_Exercise brief_
Scan the entries below. Report each line where the string "JEAN" occurs.

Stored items
■ ■ ■ ■ ■

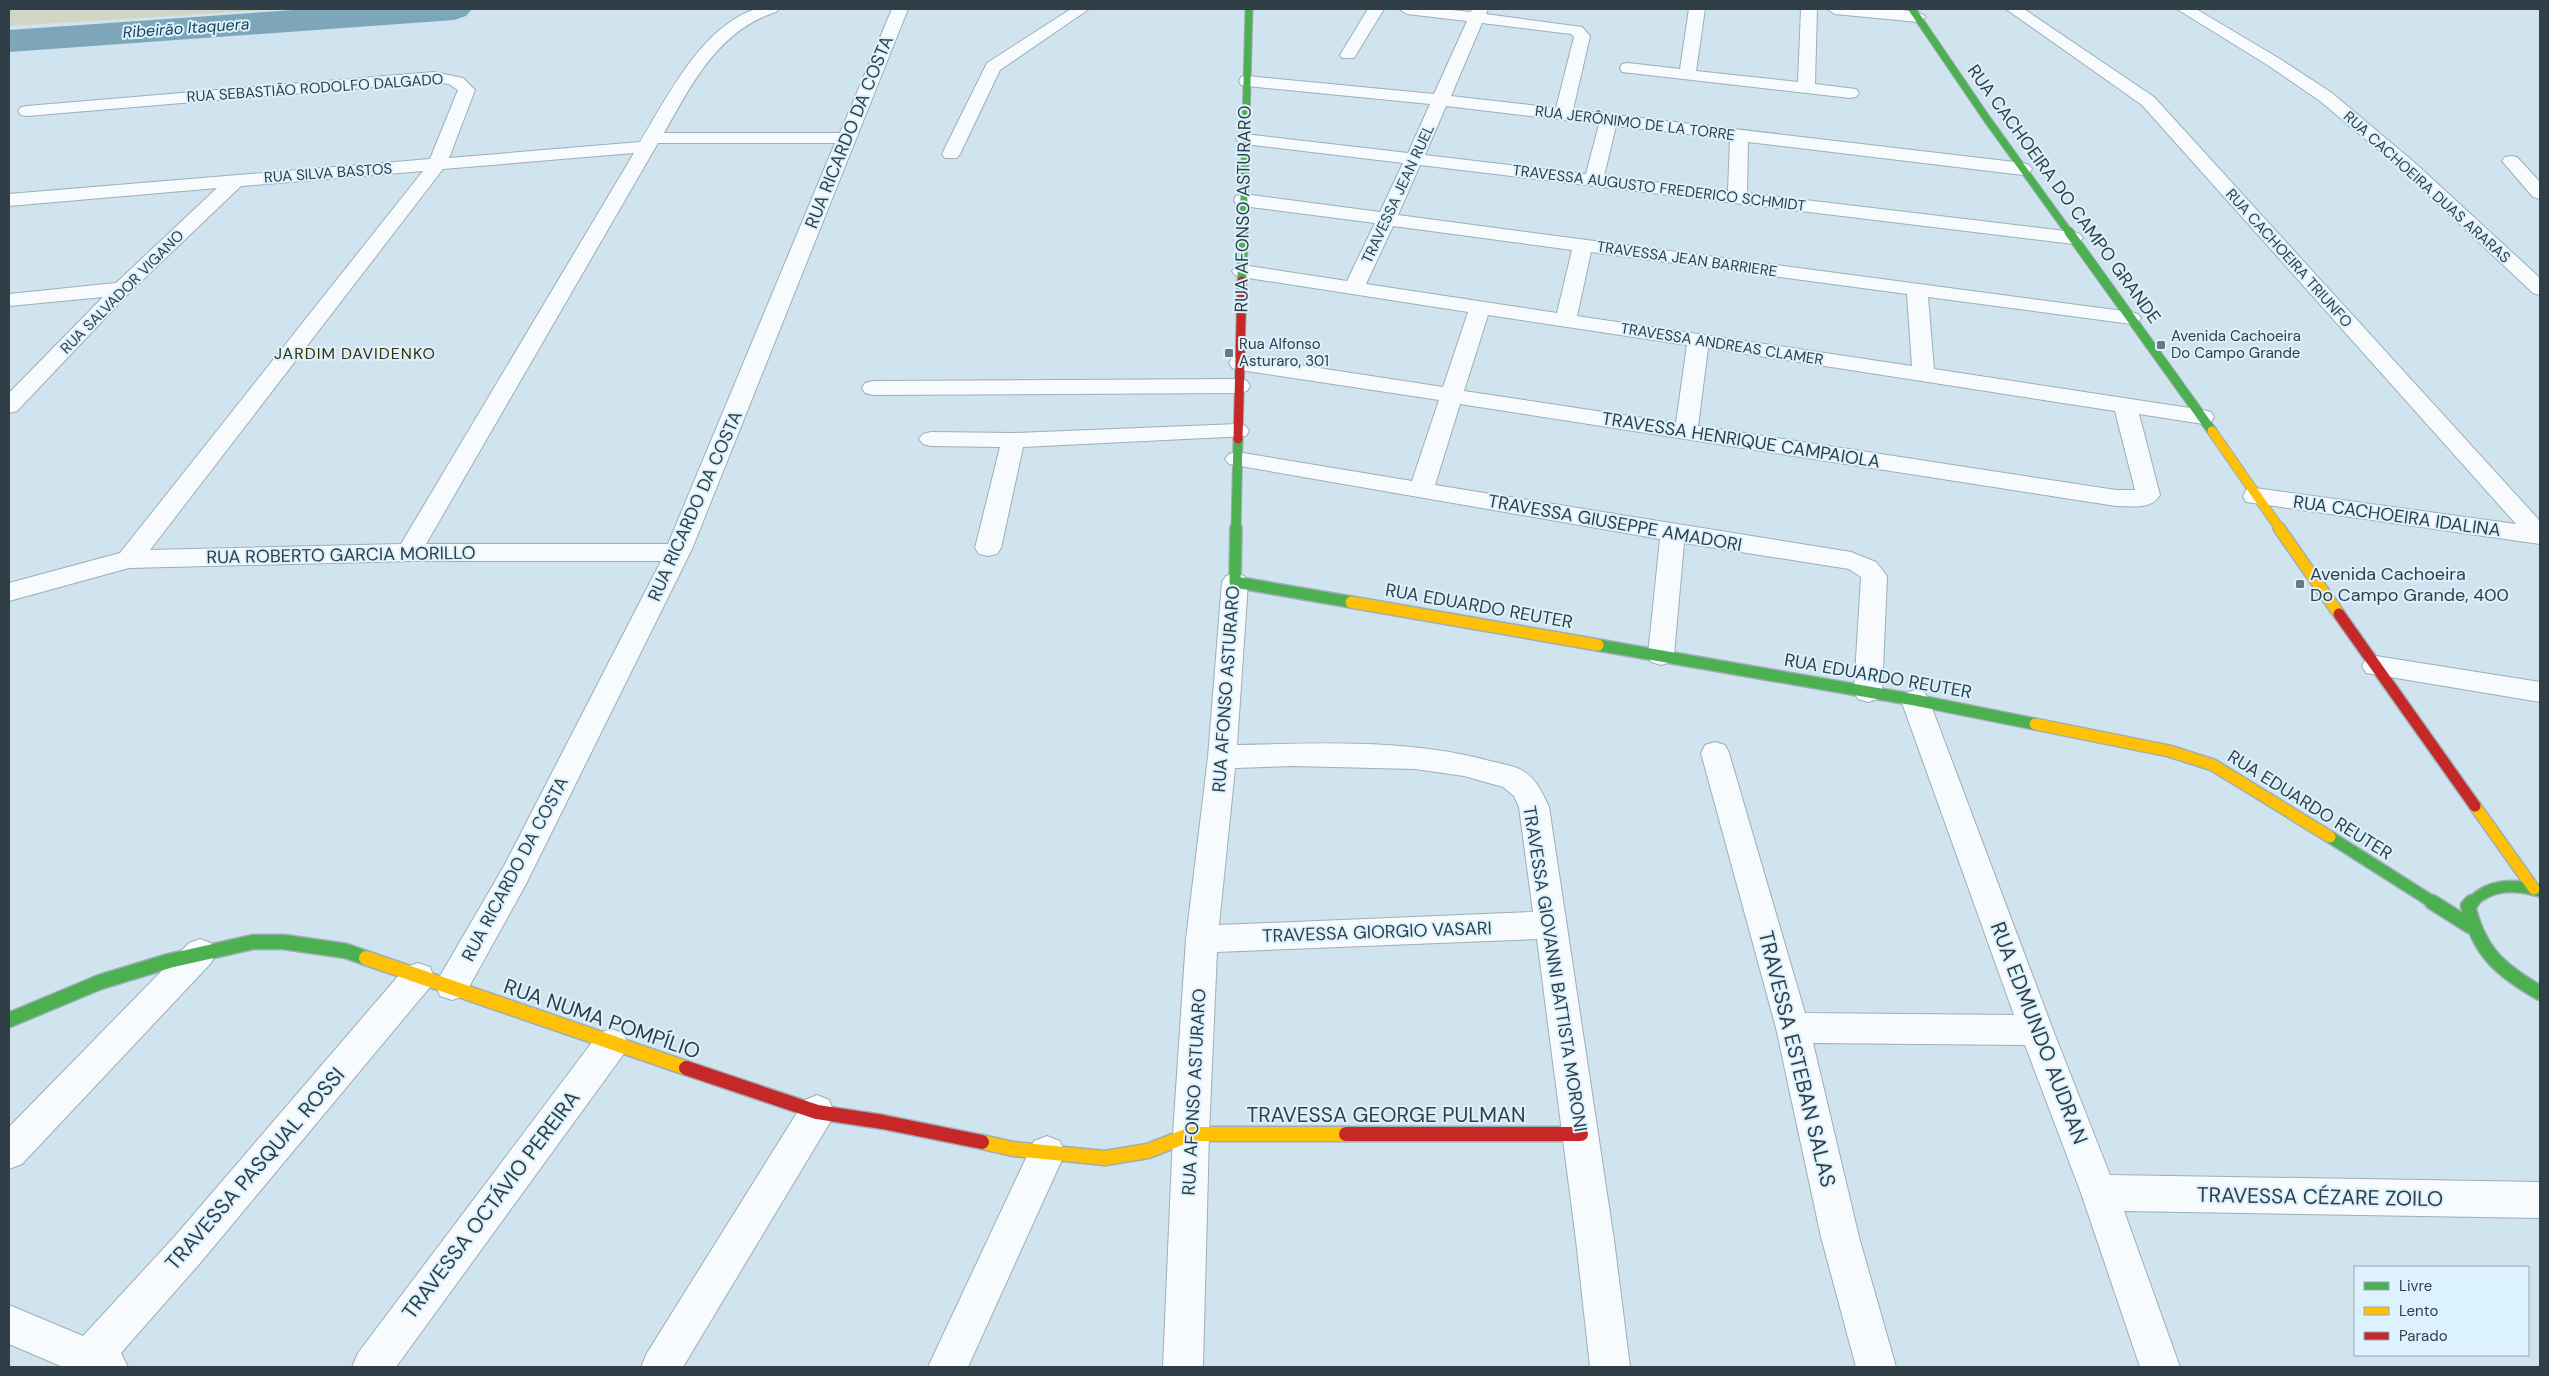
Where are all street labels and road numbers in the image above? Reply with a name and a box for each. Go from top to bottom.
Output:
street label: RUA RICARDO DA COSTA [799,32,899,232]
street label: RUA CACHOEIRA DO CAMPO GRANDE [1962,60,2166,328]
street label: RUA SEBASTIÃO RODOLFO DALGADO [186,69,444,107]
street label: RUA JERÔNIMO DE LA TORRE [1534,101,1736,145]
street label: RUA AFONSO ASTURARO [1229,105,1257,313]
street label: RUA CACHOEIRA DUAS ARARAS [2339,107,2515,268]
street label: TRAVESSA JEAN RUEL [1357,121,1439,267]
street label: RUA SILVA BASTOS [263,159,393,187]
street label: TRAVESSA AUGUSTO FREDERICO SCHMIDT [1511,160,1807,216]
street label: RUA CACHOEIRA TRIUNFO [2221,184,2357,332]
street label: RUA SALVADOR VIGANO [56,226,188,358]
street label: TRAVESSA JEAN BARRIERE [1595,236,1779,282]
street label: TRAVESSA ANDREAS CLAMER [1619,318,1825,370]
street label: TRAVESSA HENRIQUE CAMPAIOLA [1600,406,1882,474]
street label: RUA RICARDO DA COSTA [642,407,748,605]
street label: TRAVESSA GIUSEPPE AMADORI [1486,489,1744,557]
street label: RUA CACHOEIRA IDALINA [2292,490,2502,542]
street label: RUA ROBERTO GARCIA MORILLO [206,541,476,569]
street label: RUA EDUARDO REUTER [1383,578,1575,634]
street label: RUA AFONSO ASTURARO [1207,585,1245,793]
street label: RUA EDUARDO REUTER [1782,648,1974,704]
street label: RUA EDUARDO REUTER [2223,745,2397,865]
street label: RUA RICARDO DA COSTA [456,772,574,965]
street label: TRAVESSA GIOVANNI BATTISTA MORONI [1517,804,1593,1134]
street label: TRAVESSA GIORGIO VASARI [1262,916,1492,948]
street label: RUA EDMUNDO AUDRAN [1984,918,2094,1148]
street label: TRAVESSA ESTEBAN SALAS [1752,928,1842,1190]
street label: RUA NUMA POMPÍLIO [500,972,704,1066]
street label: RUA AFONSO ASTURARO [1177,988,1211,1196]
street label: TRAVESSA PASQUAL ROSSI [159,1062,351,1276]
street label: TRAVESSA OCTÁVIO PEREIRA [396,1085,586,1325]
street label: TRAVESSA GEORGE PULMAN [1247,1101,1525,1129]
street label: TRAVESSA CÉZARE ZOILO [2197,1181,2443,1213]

■ ■ ■ ■ ■

_Output for this task_
street label: TRAVESSA JEAN RUEL [1357,121,1439,267]
street label: TRAVESSA JEAN BARRIERE [1595,236,1779,282]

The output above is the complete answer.